Any idea about how to achieve a similar result in Scala while keeping a nice and concise notation ? As far as I understand, the for-comprehension notation is hard-wired in the compiler and cannot be upgraded.
Thanks for your feedback.
About the for comprehension
The for comprehension in scala is syntactic sugar for calls to flatMap, filter, map and foreach. In exactly the same way as calls to those methods, the type of the target collection leads to the type of the returned collection. That is:
list map f //is a List
vector map f // is a Vector
This property is one of the underlying design goals of the scala collections library and would be seen as desirable in most situations.
Answering the question
You do not need to construct any intermediate collection of course:
(list.view map (_.prop)).toSet //uses list.view
(list.iterator map (_.prop)).toSet //uses iterator
(for { l <- list.view} yield l.prop).toSet //uses view
(Set.empty[Prop] /: coll) { _ + _.prop } //uses foldLeft
Will all yield Sets without generating unnecessary collections. My personal preference is for the first. In terms of idiomatic scala collection manipulation, each "collection" comes with these methods:
//Conversions
toSeq
toSet
toArray
toList
toIndexedSeq
iterator
toStream
//Strings
mkString
//accumulation
sum
The last is used where the element type of a collection has an implicit Numeric instance in scope; such as:
Set(1, 2, 3, 4).sum //10
Set('a, 'b).sum //does not compile
Note that the String concatenation example in scala looks like:
list.mkString(",")
And in the scalaz FP library might look something like (which uses Monoid to sum Strings):
list.intercalate(",").asMA.sum
Your suggestions do not look anything like Scala; I'm not sure whether they are inspired by another language.

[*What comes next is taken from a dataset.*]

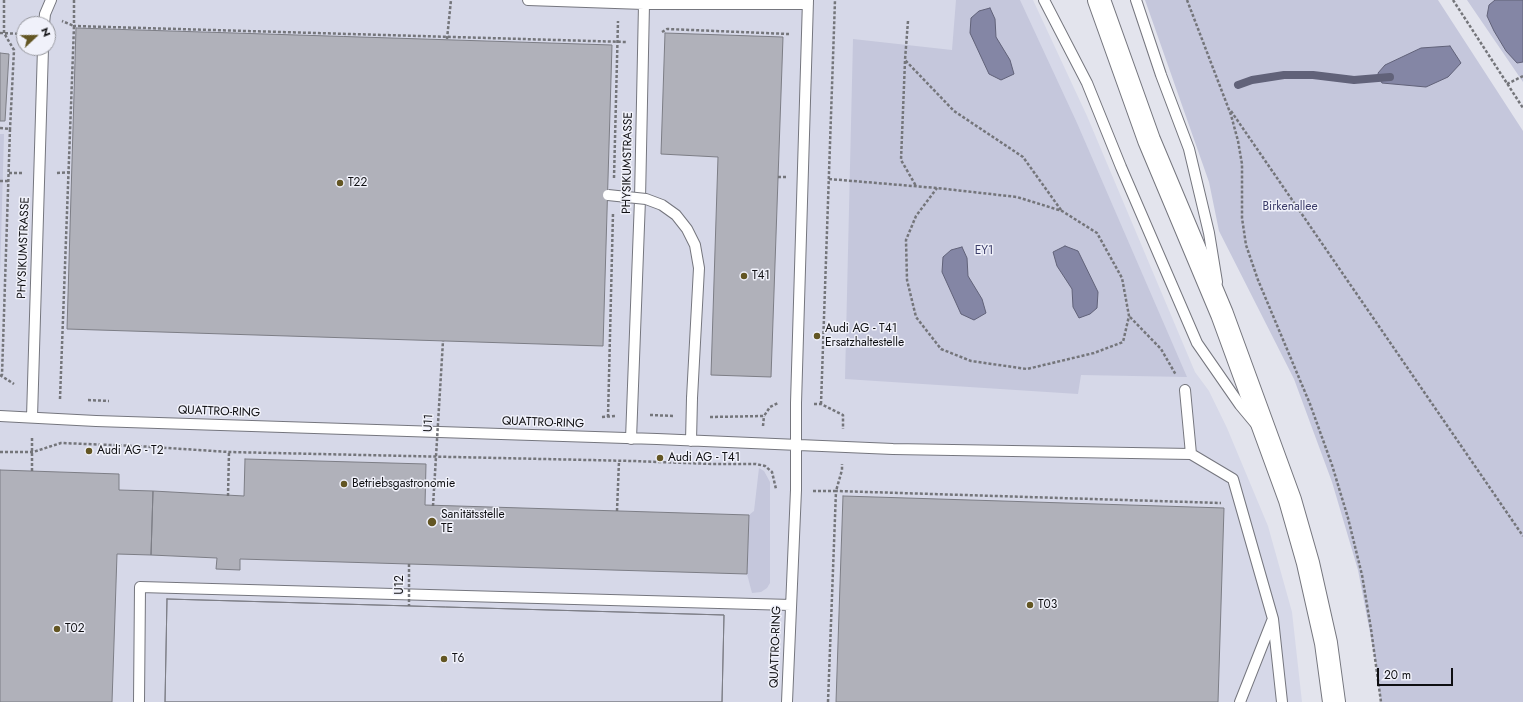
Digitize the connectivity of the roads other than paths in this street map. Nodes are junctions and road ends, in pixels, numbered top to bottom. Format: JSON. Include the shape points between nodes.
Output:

foldLeft? That's what you're describing.
The sum of all elements from a given set:
(0 /: Set(1,2,3))(_ + _)
the set of all elements from a given list
(Set[Int]() /: List(1,2,3,2,1))((acc,x) => acc + x)
String concatenation with a separator symbol:
("" /: List("a", "b"))(_ + _) // (edit - ok concat a bit more verbose:
("" /: List("a", "b"))((acc,x) => acc + (if (acc == "") "" else ",") + x)
You can also force the result type of the for comprehension by explicitly supplying the implicit CanBuildFrom parameter as scala.collection.breakout and specifying the result type.
Consider this REPL session:
scala> val list = List(1, 1, 2, 2, 3, 3)
list: List[Int] = List(1, 1, 2, 2, 3, 3)
scala> val res = for(i <- list) yield i
res: List[Int] = List(1, 1, 2, 2, 3, 3)
scala> val res: Set[Int] = (for(i <- list) yield i)(collection.breakOut)
res: Set[Int] = Set(1, 2, 3)
It results in a type error when not specifying the CanBuildFrom explicitly:
scala> val res: Set[Int] = for(i <- list) yield i
<console>:8: error: type mismatch;
found : List[Int]
required: Set[Int]
val res: Set[Int] = for(i <- list) yield i
^
For a deeper understanding of this I suggest the following read:
http://www.scala-lang.org/docu/files/collections-api/collections-impl.html
If you want to use for comprehensions and still be able to combine your values in some result value you could do the following.
case class WithCollector[B, A](init: B)(p: (B, A) => B) {
var x: B = init
val collect = { (y: A) => { x = p(x, y) } }
def apply(pr: (A => Unit) => Unit) = {
pr(collect)
x
}
}
// Some examples
object Test {
def main(args: Array[String]): Unit = {
// It's still functional
val r1 = WithCollector[Int, Int](0)(_ + _) { collect =>
for (i <- 1 to 10; if i % 2 == 0; j <- 1 to 3) collect(i + j)
}
println(r1) // 120
import collection.mutable.Set
val r2 = WithCollector[Set[Int], Int](Set[Int]())(_ += _) { collect =>
for (i <- 1 to 10; if i % 2 == 0; j <- 1 to 3) collect(i + j)
}
println(r2) // Set(9, 10, 11, 6, 13, 4, 12, 3, 7, 8, 5)
}
}